Please copy exactly every line from the one that contains "Digitize the connectivity of the" to the end of the data below, with both ends included and no other lines.

++++ Material shown

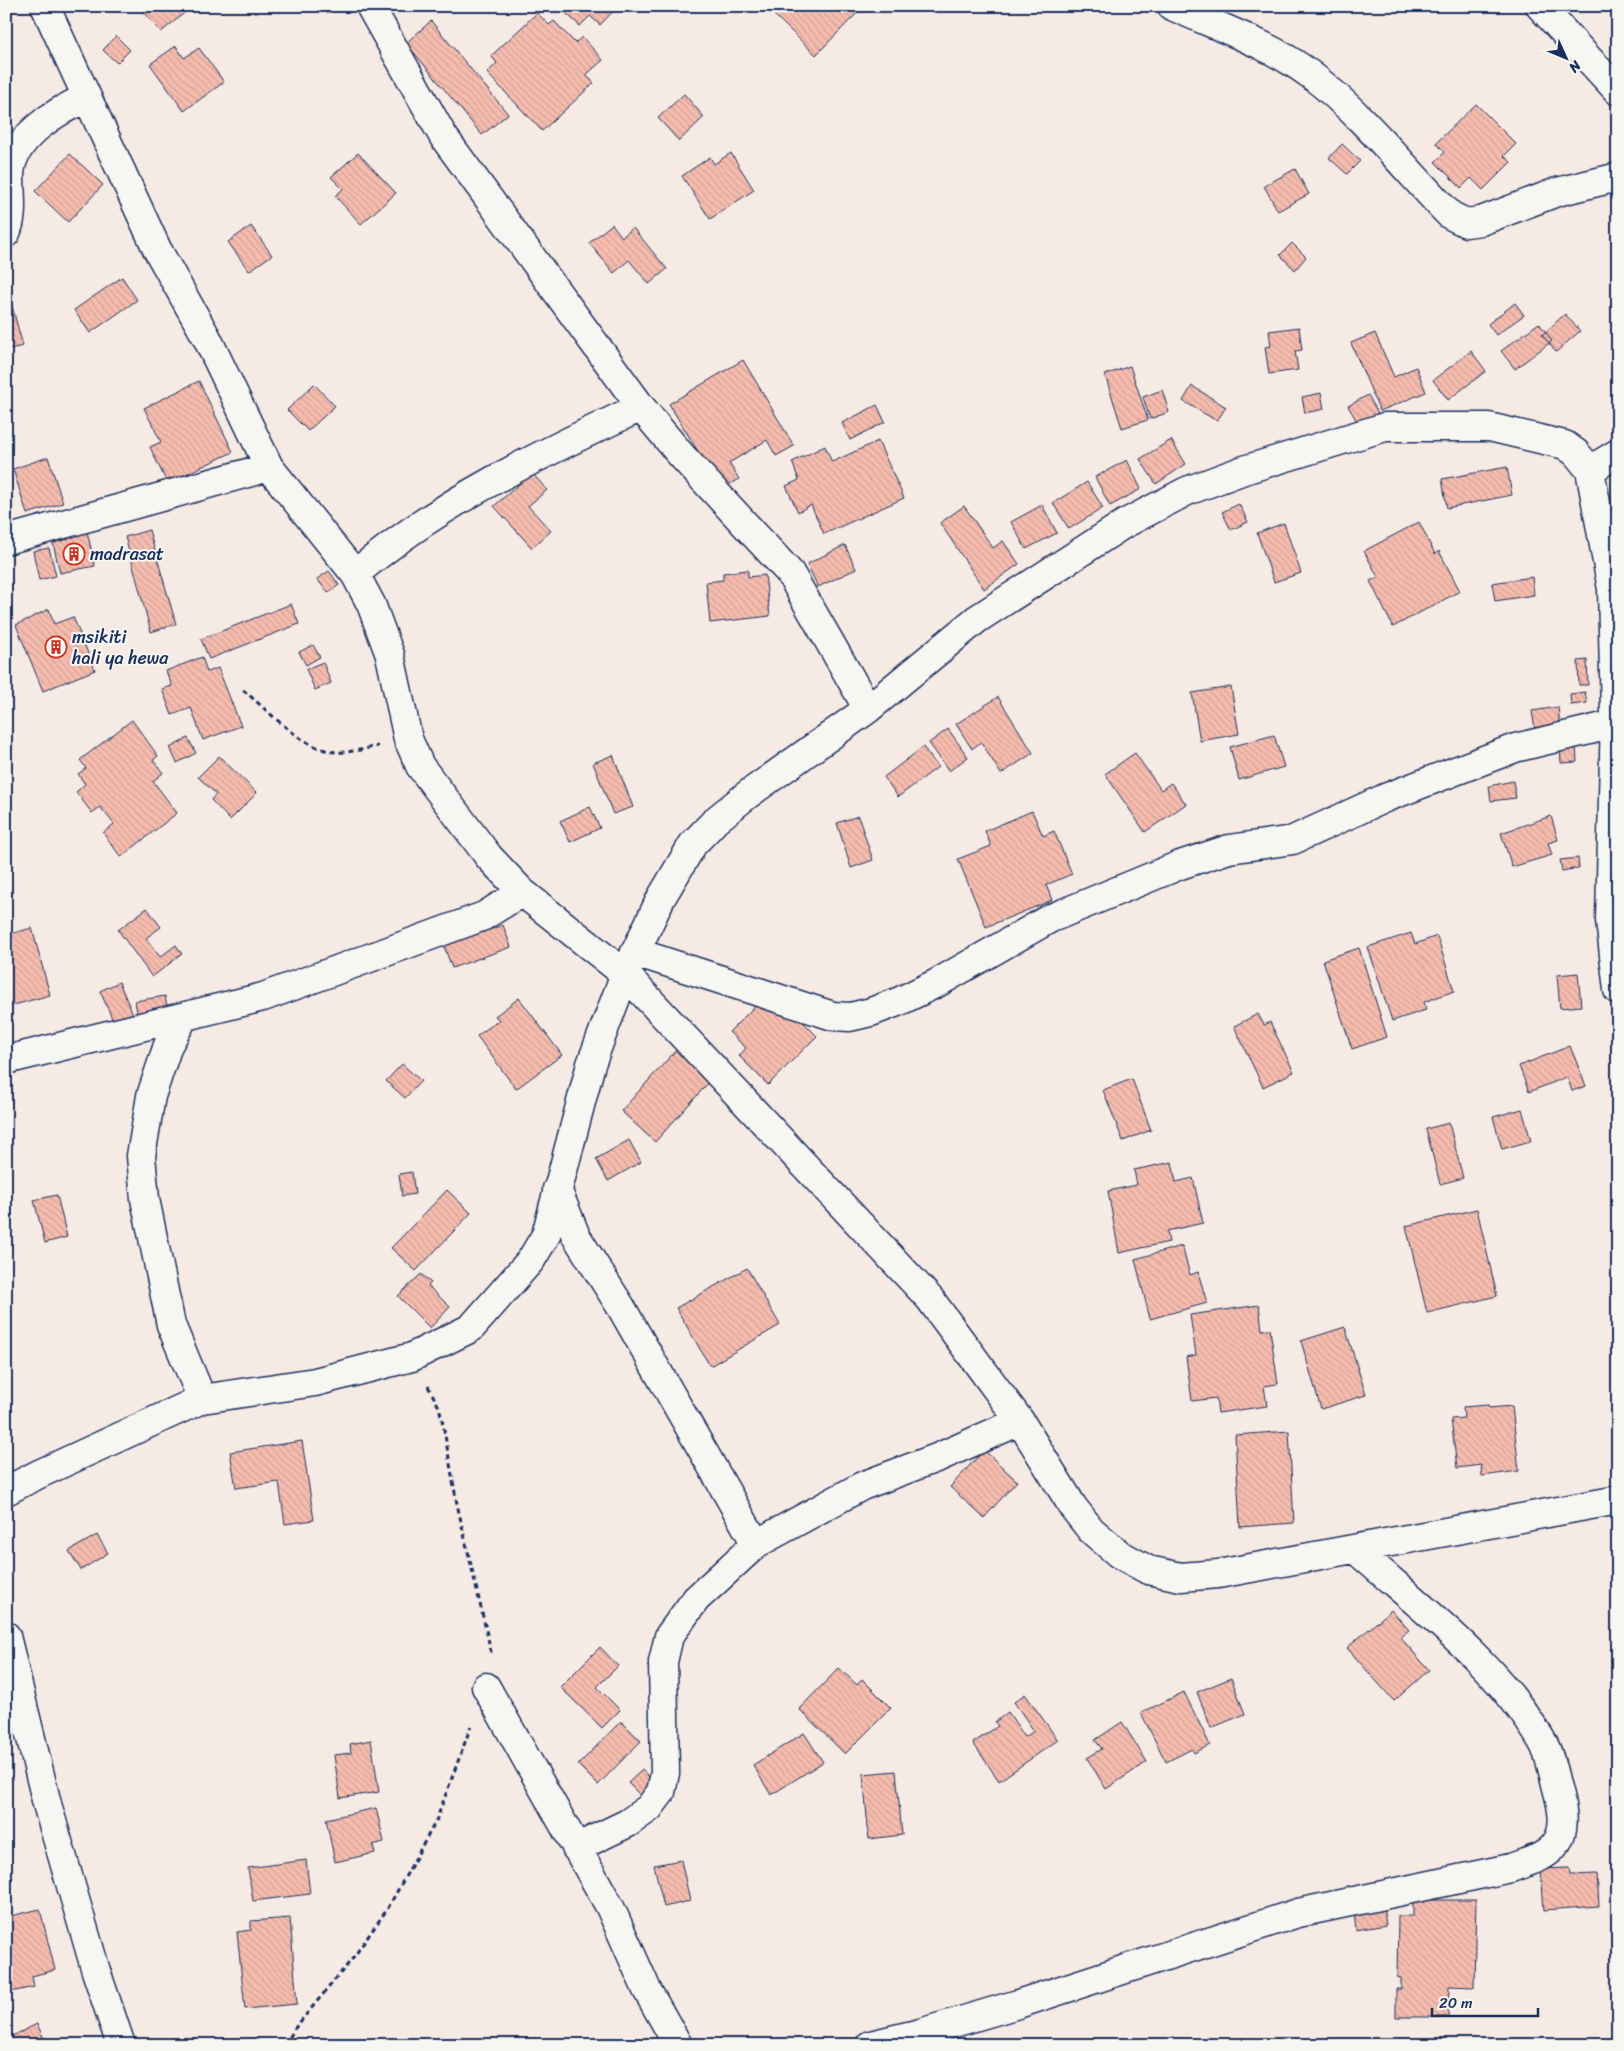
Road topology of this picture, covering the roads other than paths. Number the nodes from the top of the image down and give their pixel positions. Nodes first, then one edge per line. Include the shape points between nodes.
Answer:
1 (45, 6) edge
2 (370, 6) edge
3 (1172, 6) edge
4 (1540, 6) edge
5 (1618, 91) edge
6 (87, 98) junction
7 (1618, 177) edge
8 (6, 233) edge
9 (641, 407) junction
10 (1618, 453) edge
11 (269, 467) junction
12 (1590, 470) junction
13 (6, 540) edge
14 (355, 574) junction
15 (868, 709) junction
16 (1615, 724) junction
17 (522, 892) junction
18 (630, 963) junction
19 (1618, 990) edge
20 (184, 1017) junction
21 (6, 1060) edge
22 (557, 1189) junction
23 (202, 1399) junction
24 (1020, 1421) junction
25 (6, 1492) edge
26 (1618, 1500) edge
27 (756, 1544) junction
28 (1355, 1549) junction
29 (6, 1636) edge
30 (486, 1687) road end
31 (576, 1848) junction
32 (121, 2045) edge
33 (678, 2045) edge
34 (870, 2045) edge

1 - 6 street
2 - 9 street via 443,136
3 - 7 street via 1279,54 1310,74 1372,130 1450,215 1466,223 1557,192
4 - 5 street
6 - 8 street via 62,108 30,134 15,156 10,174 12,221
6 - 11 street via 157,249 207,338
9 - 14 street via 550,449 474,490 382,551
9 - 15 street via 681,456 790,574
10 - 12 street
11 - 13 street
11 - 14 street
12 - 15 street via 1565,445 1489,427 1384,427 1244,470 1187,492 1116,529 977,620
12 - 16 street via 1612,588
14 - 17 street via 371,604 390,655 408,740 420,766 489,857
15 - 18 street via 747,795 693,844 661,898
16 - 18 street via 1515,748 1385,798 1293,840 1229,849 1180,865 1049,919 937,982 871,1012 850,1017 833,1016
16 - 19 street via 1610,920
17 - 18 street
17 - 20 street via 484,916 263,997
18 - 22 street via 591,1064
18 - 24 street via 930,1300
20 - 21 street
20 - 23 street via 168,1045 151,1096 141,1156 145,1199 172,1325
22 - 23 street via 546,1235 531,1260 471,1328 412,1357 315,1382
22 - 27 street via 576,1236 621,1307
23 - 25 street
24 - 27 street via 862,1486
24 - 28 street via 1073,1507 1091,1530 1118,1554 1148,1570 1181,1576 1218,1574
26 - 28 street
27 - 31 street via 696,1600 669,1636 662,1662 664,1773 661,1792 649,1808 628,1823
28 - 34 street via 1451,1634 1510,1695 1544,1743 1563,1808 1561,1831 1555,1846 1544,1855 1511,1868 1298,1914 1018,2004
29 - 32 street via 47,1804
30 - 31 street
31 - 33 street via 610,1907 647,1990

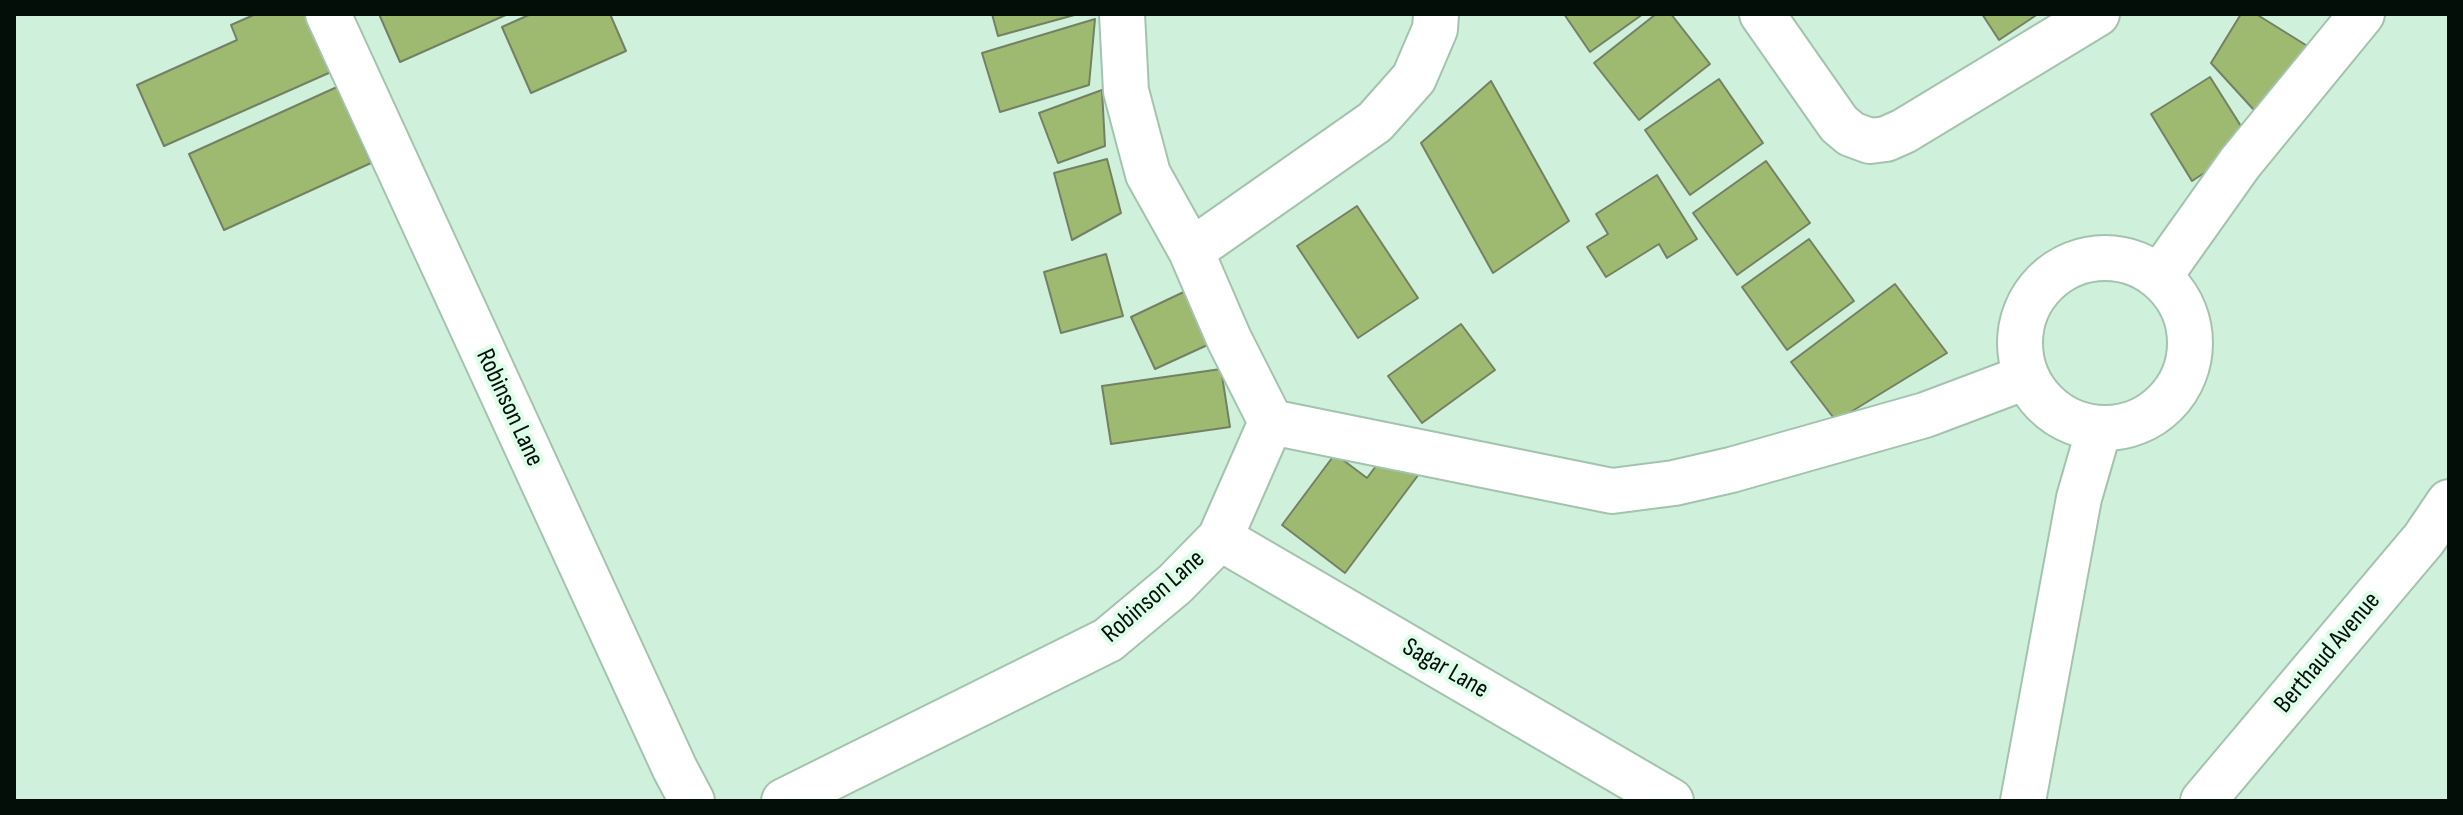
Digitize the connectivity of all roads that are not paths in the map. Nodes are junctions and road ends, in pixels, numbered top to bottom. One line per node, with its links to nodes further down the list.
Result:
1 (328, 14): 14 (street, Robinson Lane)
2 (1122, 14): 7 (street)
3 (1436, 14): 7 (street)
4 (1762, 14): 5 (street)
5 (2097, 14)
6 (2362, 14): 8 (street)
7 (1191, 251): 10 (street)
8 (2159, 277): 9 (street); 11 (street)
9 (2026, 377): 10 (street); 11 (street)
10 (1271, 422): 13 (street)
11 (2099, 429): 17 (street)
12 (2449, 502): 18 (street, Berthaud Avenue)
13 (1220, 538): 15 (street, Robinson Lane); 16 (street, Sagar Lane)
14 (692, 801)
15 (784, 801)
16 (1671, 801)
17 (2023, 801)
18 (2203, 801)

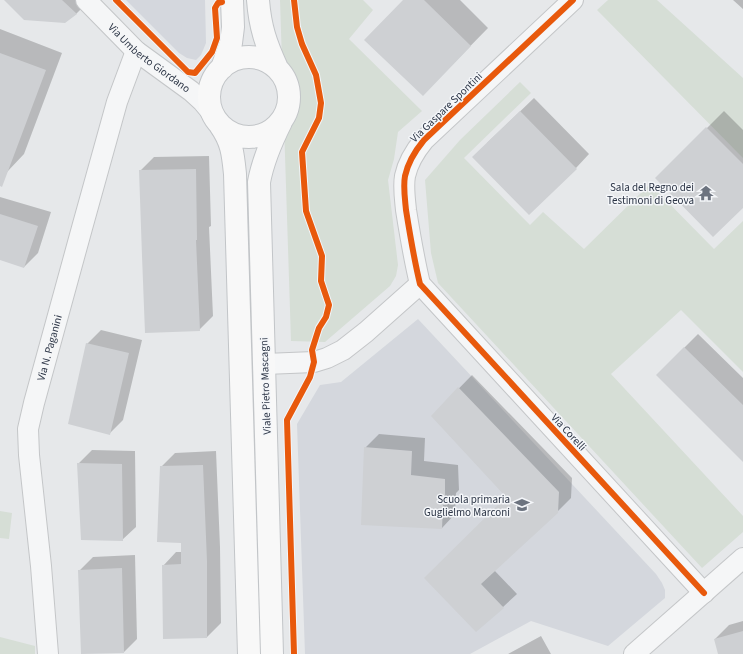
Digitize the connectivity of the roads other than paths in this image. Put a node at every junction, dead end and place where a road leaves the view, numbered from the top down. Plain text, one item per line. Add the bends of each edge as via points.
1 (86, 0) edge
2 (232, 0) edge
3 (258, 0) edge
4 (574, 0) edge
5 (136, 51) junction
6 (222, 68) junction
7 (277, 68) junction
8 (217, 120) junction
9 (281, 122) junction
10 (420, 284) junction
11 (265, 364) junction
12 (743, 558) edge
13 (704, 593) junction
14 (48, 654) edge
15 (249, 654) edge
16 (272, 654) edge
17 (634, 654) edge

1 - 5 street, Via Umberto Giordano
2 - 6 main road via 231,43
3 - 7 main road via 267,47
4 - 10 street, Via Gaspare Spontini via 424,140 412,157 406,171 404,187 408,226
5 - 8 street, Via Umberto Giordano via 191,91
5 - 14 street, Via N. Paganini via 117,102 28,429
6 - 7 main road via 232,61 256,58 267,61
6 - 8 main road via 214,78 210,90 209,102
7 - 9 main road via 286,83 289,101
8 - 9 main road via 229,132 251,137 262,135
8 - 15 main road via 230,142 235,174
9 - 11 main road, Viale Pietro Mascagni via 271,142 259,182
10 - 11 street via 343,350 314,362
10 - 13 street, Via Corelli
11 - 16 main road, Viale Pietro Mascagni
12 - 13 street
13 - 17 street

++++++++

## Exercise output
Digitize the connectivity of the roads other than paths in this image. Put a node at every junction, dead end and place where a road leaves the view, numbered from the top down. Plain text, one item per line. Add the bends of each edge as via points.
1 (86, 0) edge
2 (232, 0) edge
3 (258, 0) edge
4 (574, 0) edge
5 (136, 51) junction
6 (222, 68) junction
7 (277, 68) junction
8 (217, 120) junction
9 (281, 122) junction
10 (420, 284) junction
11 (265, 364) junction
12 (743, 558) edge
13 (704, 593) junction
14 (48, 654) edge
15 (249, 654) edge
16 (272, 654) edge
17 (634, 654) edge

1 - 5 street, Via Umberto Giordano
2 - 6 main road via 231,43
3 - 7 main road via 267,47
4 - 10 street, Via Gaspare Spontini via 424,140 412,157 406,171 404,187 408,226
5 - 8 street, Via Umberto Giordano via 191,91
5 - 14 street, Via N. Paganini via 117,102 28,429
6 - 7 main road via 232,61 256,58 267,61
6 - 8 main road via 214,78 210,90 209,102
7 - 9 main road via 286,83 289,101
8 - 9 main road via 229,132 251,137 262,135
8 - 15 main road via 230,142 235,174
9 - 11 main road, Viale Pietro Mascagni via 271,142 259,182
10 - 11 street via 343,350 314,362
10 - 13 street, Via Corelli
11 - 16 main road, Viale Pietro Mascagni
12 - 13 street
13 - 17 street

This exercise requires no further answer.